My dataset includes four groups (A, B, C, D) of unequal numbers of individuals. Each individual engages in an activity that results in one of three categorical outcomes (X, Y, Z). The individuals repeated this activity multiple times, with the total number of trials varying across individuals. That is, everyone has counts of X, Y, and Z, but counts vary across individuals, as does the sum of X+Y+Z.
I was planning to a run a test of independence on this data, comparing group (A, B, C, D) by outcome (X, Y, Z). In doing so, I originally, sought to account for the varying number of individuals per group by setting probabilities (argument p within chisq.test in R) based on the relative group sizes.

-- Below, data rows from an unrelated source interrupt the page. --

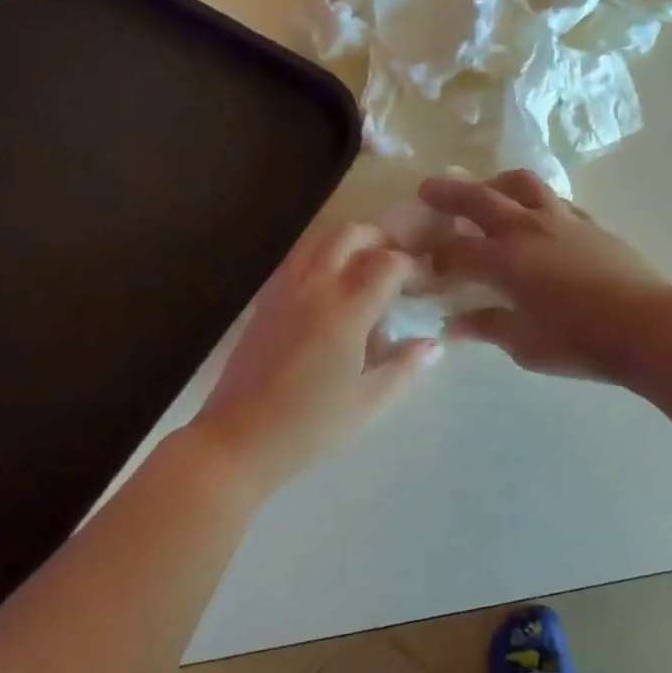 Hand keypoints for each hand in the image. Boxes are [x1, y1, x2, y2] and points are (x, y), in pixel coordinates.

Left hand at [191, 222, 439, 495]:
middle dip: (379, 240)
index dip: (411, 266)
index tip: (423, 283)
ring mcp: (284, 290)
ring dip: (346, 244)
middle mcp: (315, 287)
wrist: (239, 438)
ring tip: (362, 270)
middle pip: (349, 234)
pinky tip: (327, 290)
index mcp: (346, 310)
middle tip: (395, 264)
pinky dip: (319, 258)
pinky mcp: (264, 301)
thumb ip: (405, 367)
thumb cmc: (310, 425)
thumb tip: (433, 344)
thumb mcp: (368, 403)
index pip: (387, 263)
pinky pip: (296, 260)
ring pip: (318, 241)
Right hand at [420, 171, 671, 382]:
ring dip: (495, 183)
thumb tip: (456, 325)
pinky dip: (533, 200)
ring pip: (521, 184)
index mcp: (505, 261)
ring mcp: (561, 220)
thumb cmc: (581, 342)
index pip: (455, 250)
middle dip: (448, 193)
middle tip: (427, 188)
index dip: (433, 256)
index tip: (421, 263)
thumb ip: (488, 327)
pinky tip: (534, 215)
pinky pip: (553, 200)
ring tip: (485, 189)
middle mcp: (527, 230)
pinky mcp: (589, 223)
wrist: (648, 326)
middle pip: (479, 199)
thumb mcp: (525, 345) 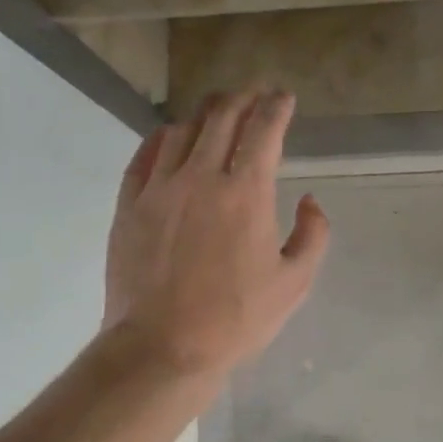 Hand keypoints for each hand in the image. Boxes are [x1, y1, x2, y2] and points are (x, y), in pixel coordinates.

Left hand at [102, 88, 329, 380]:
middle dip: (243, 97)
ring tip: (217, 109)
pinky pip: (144, 155)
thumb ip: (313, 235)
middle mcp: (201, 177)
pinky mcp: (129, 205)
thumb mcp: (294, 284)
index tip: (284, 98)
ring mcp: (159, 188)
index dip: (276, 106)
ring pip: (182, 129)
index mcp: (246, 193)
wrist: (161, 347)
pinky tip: (170, 136)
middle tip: (254, 94)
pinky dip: (162, 137)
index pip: (263, 130)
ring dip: (205, 112)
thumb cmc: (235, 319)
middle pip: (222, 117)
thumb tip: (310, 200)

However, I'm unsure if the above is appropriate. The frequencies used for analysis are not actually counts of the number of individuals per group that experienced each outcome. Rather, the frequencies reflect the total number of trials across all individuals within that group that resulted in each outcome.
More, even if appropriate, I'm now unsure if this is possible. Can one set expected probabilities for one variable when conducting a test of independence between two variables? Or is setting expected probabilities only possible for comparing observations in a goodness of fit test? In which case, I could conceivably compare groups A, B, C, and D in three separate tests (one per outcome X, Y, and Z).
In turn, I am wondering:
1) Is it possible and appropriate to run a single test of independence in this scenario or instead three separate tests (one per outcome) to compare groups?
2) In either case is there a means to separately account for both the variability in group size and the variability in trials?
3) Do either of these variabilities even need to be accounted for, considering chi square tests are non-parametric, and unequal sample sizes are thought to be a non-issue?
4) Alternatively, is there a different predictive test that can be used in this scenario? Logistic regression, notably, would require require a continuous predictor (rather than nominal groups).
Thanks your guidance, technical and conceptual.